For future policy making, the GP perspective is also important, as the increase in consultations could make implementation costly for primary care practices. In the Netherlands, reimbursement per consultation is substantially lower than the estimated unit costs (approximately 1/3). The residual reimbursement is paid to the GP as a fixed amount per registered patient, which becomes relatively low when the number of consultations increases. Although reimbursement structures differ per country, we expect the intervention and its effects to be transferrable to many other countries with a primary care setting. In fact, primary care practices are often located much closer to home than hospitals, especially in larger countries. Offering integrated AF care closer to the patient’s home could therefore increase accessibility for patients.

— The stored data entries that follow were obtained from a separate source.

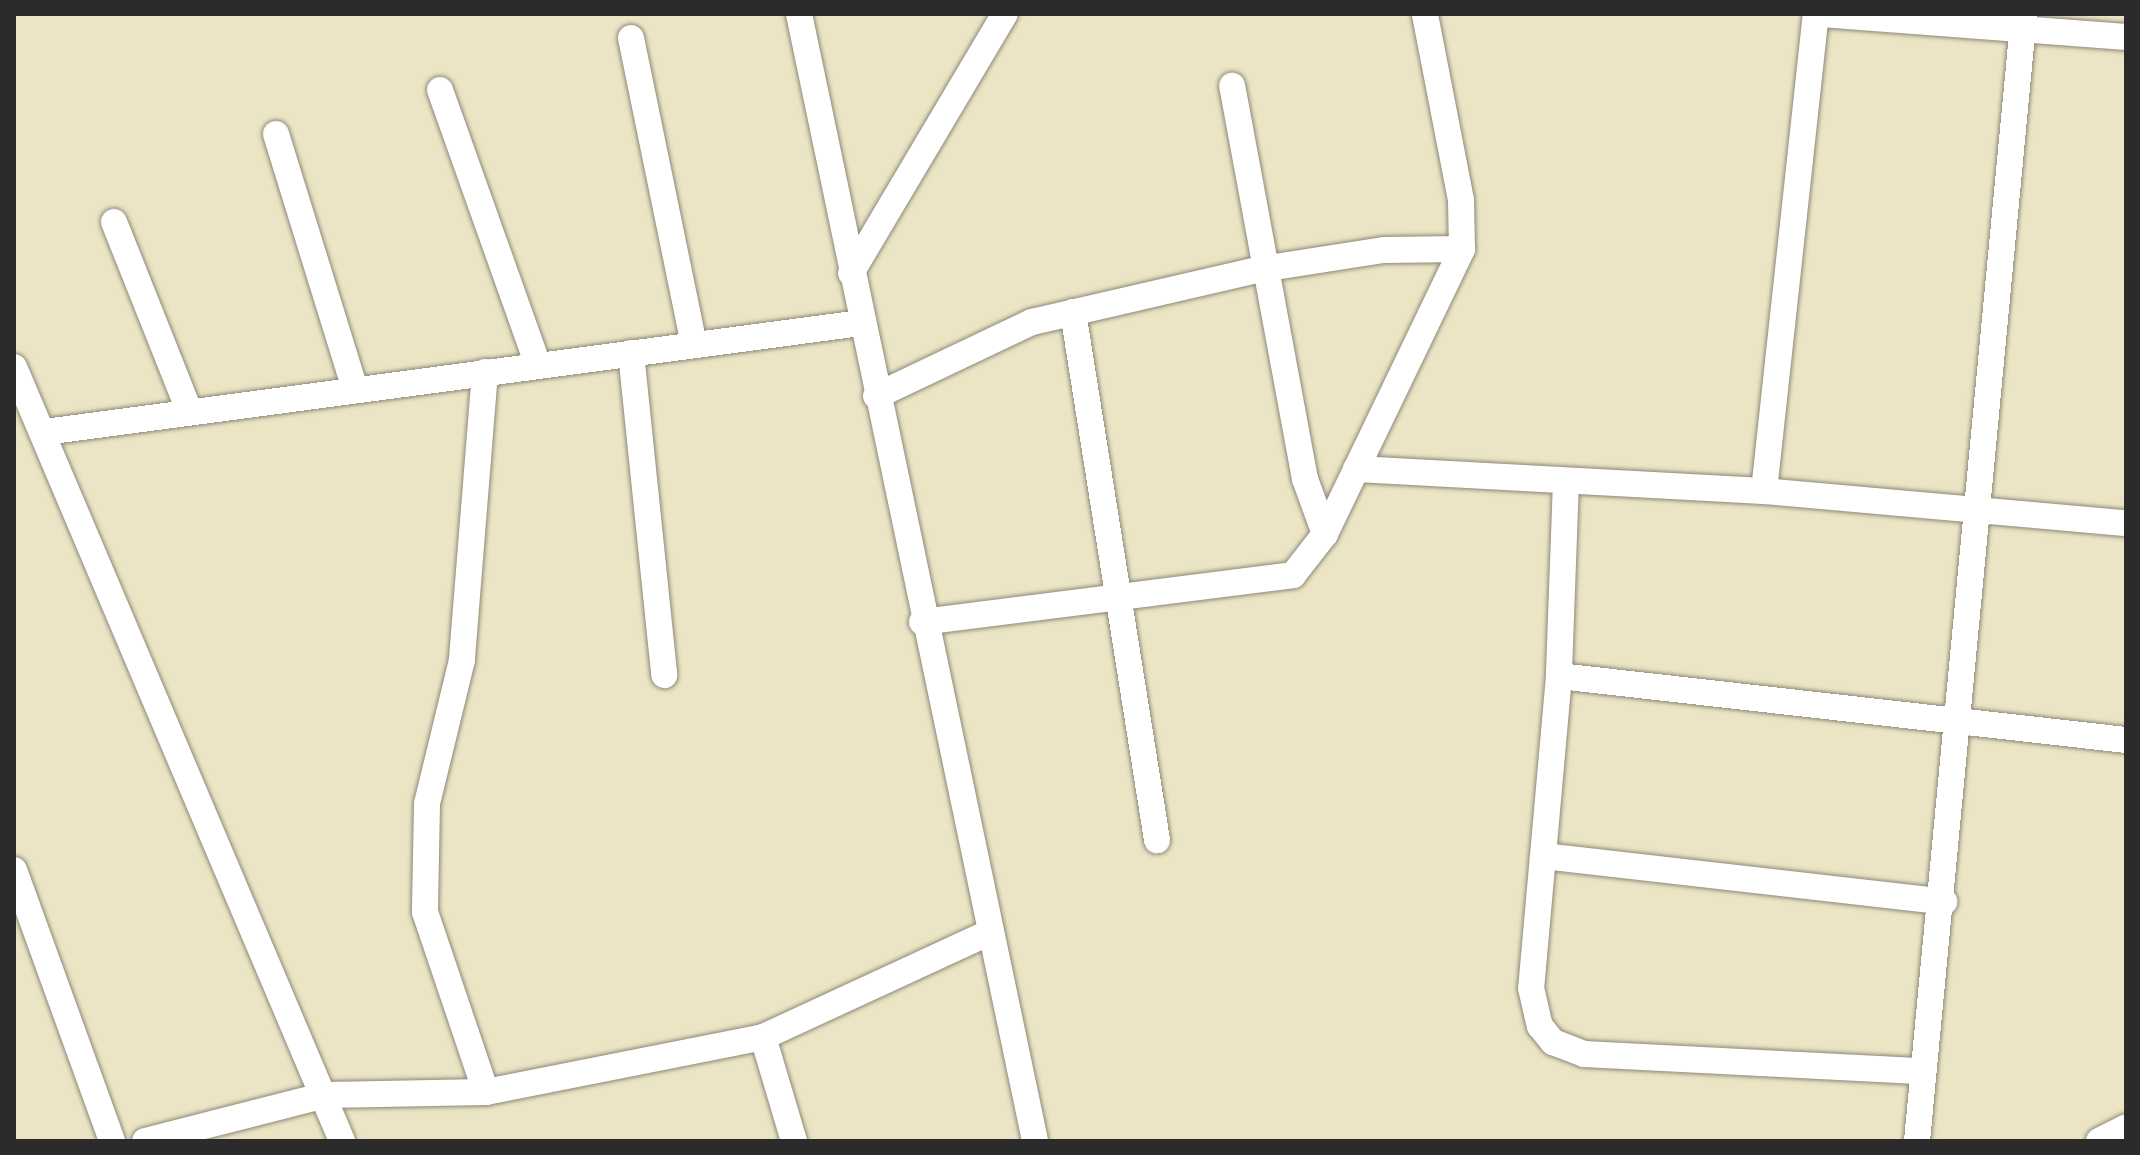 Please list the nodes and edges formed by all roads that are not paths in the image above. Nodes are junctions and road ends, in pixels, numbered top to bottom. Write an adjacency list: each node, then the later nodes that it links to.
1 (799, 14): 14 (street)
2 (1005, 14): 14 (street)
3 (1425, 14): 12 (street)
4 (1818, 14): 5 (street); 28 (street)
5 (2023, 23): 6 (street); 29 (street)
6 (2126, 37)
7 (631, 38): 17 (street)
8 (1232, 86): 13 (street)
9 (440, 90): 19 (street)
10 (276, 134): 22 (street)
11 (114, 222): 24 (street)
12 (1462, 249): 13 (street); 26 (street)
13 (1262, 269): 15 (street); 31 (street)
14 (851, 273): 16 (street)
15 (1073, 312): 23 (street); 32 (street)
16 (861, 323): 17 (street); 23 (street)
17 (694, 345): 18 (street)
18 (631, 353): 19 (street); 34 (street)
19 (538, 365): 20 (street)
20 (485, 372): 22 (street); 45 (street)
21 (16, 381): 25 (street)
22 (355, 389): 24 (street)
23 (876, 396): 33 (street)
24 (189, 410): 25 (street)
25 (45, 432): 46 (street)
26 (1356, 469): 27 (street); 31 (street)
27 (1566, 481): 28 (street); 35 (street)
28 (1764, 491): 29 (street)
29 (1978, 515): 30 (street); 36 (street)
30 (2126, 523)
31 (1325, 534): 32 (street)
32 (1121, 596): 33 (street); 38 (street)
33 (922, 622): 42 (street)
34 (664, 675)
35 (1559, 676): 36 (street); 39 (street)
36 (1960, 719): 37 (street); 41 (street)
37 (2126, 740)
38 (1157, 840)
39 (1543, 856): 41 (street); 44 (street)
40 (14, 870): 48 (street)
41 (1944, 902): 44 (street)
42 (990, 932): 43 (street); 52 (street)
43 (763, 1037): 45 (street); 51 (street)
44 (1923, 1071): 53 (street)
45 (486, 1092): 46 (street)
46 (326, 1095): 49 (street); 50 (street)
47 (2126, 1127): 54 (street)
48 (112, 1141)
49 (145, 1141)
50 (342, 1141)
51 (794, 1141)
52 (1035, 1141)
53 (1917, 1141)
54 (2099, 1141)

Future studies evaluating integrated AF care in different countries, including also travel costs and joint (video)consultations, are therefore desired.
Conclusion
The higher costs from extra primary care consultations were likely outweighed by cost reductions for other resources, while no apparent effect on QALYs was seen. However, the main analysis showed a low cost-effectiveness probability of 36% to 54%. It is likely that the results were influenced by the limitation that a large part of control patients had missing data on quality of life, since imputing these patients in the sensitivity analysis resulted in a high probability for cost-effectiveness. Therefore, this study does not give sufficient clarity yet on the cost-effectiveness of integrated care compared to usual care for AF patients.
Additional File
The additional file for this article can be found as follows:
Acknowledgements
We would like to thank the participating anticoagulation clinics of the Isala Hospital, the Röpcke-Zweers Hospital, and the Deventer Hospital, for their efforts in the implementation of the intervention and for providing data on the number of INR-measurements.
Reviewers
Sylwia Szafraniec-Buryło, MD, PhD., Department of Pharmacoeconomics, Institute of Mother and Child, Warsaw, Poland.
One anonymous reviewer.
Funding Information
The ALL-IN trial is funded with an unrestricted grant from the Stichting Achmea Gezondheidszorg (SAG number Z646), the Hein Hogerzeil Stichting and Roche Diagnostics Nederland B.V. There are no restrictions to the execution of the study or the publication process by any of the subsiding parties of this study.
Competing Interests
The authors have no competing interests to declare.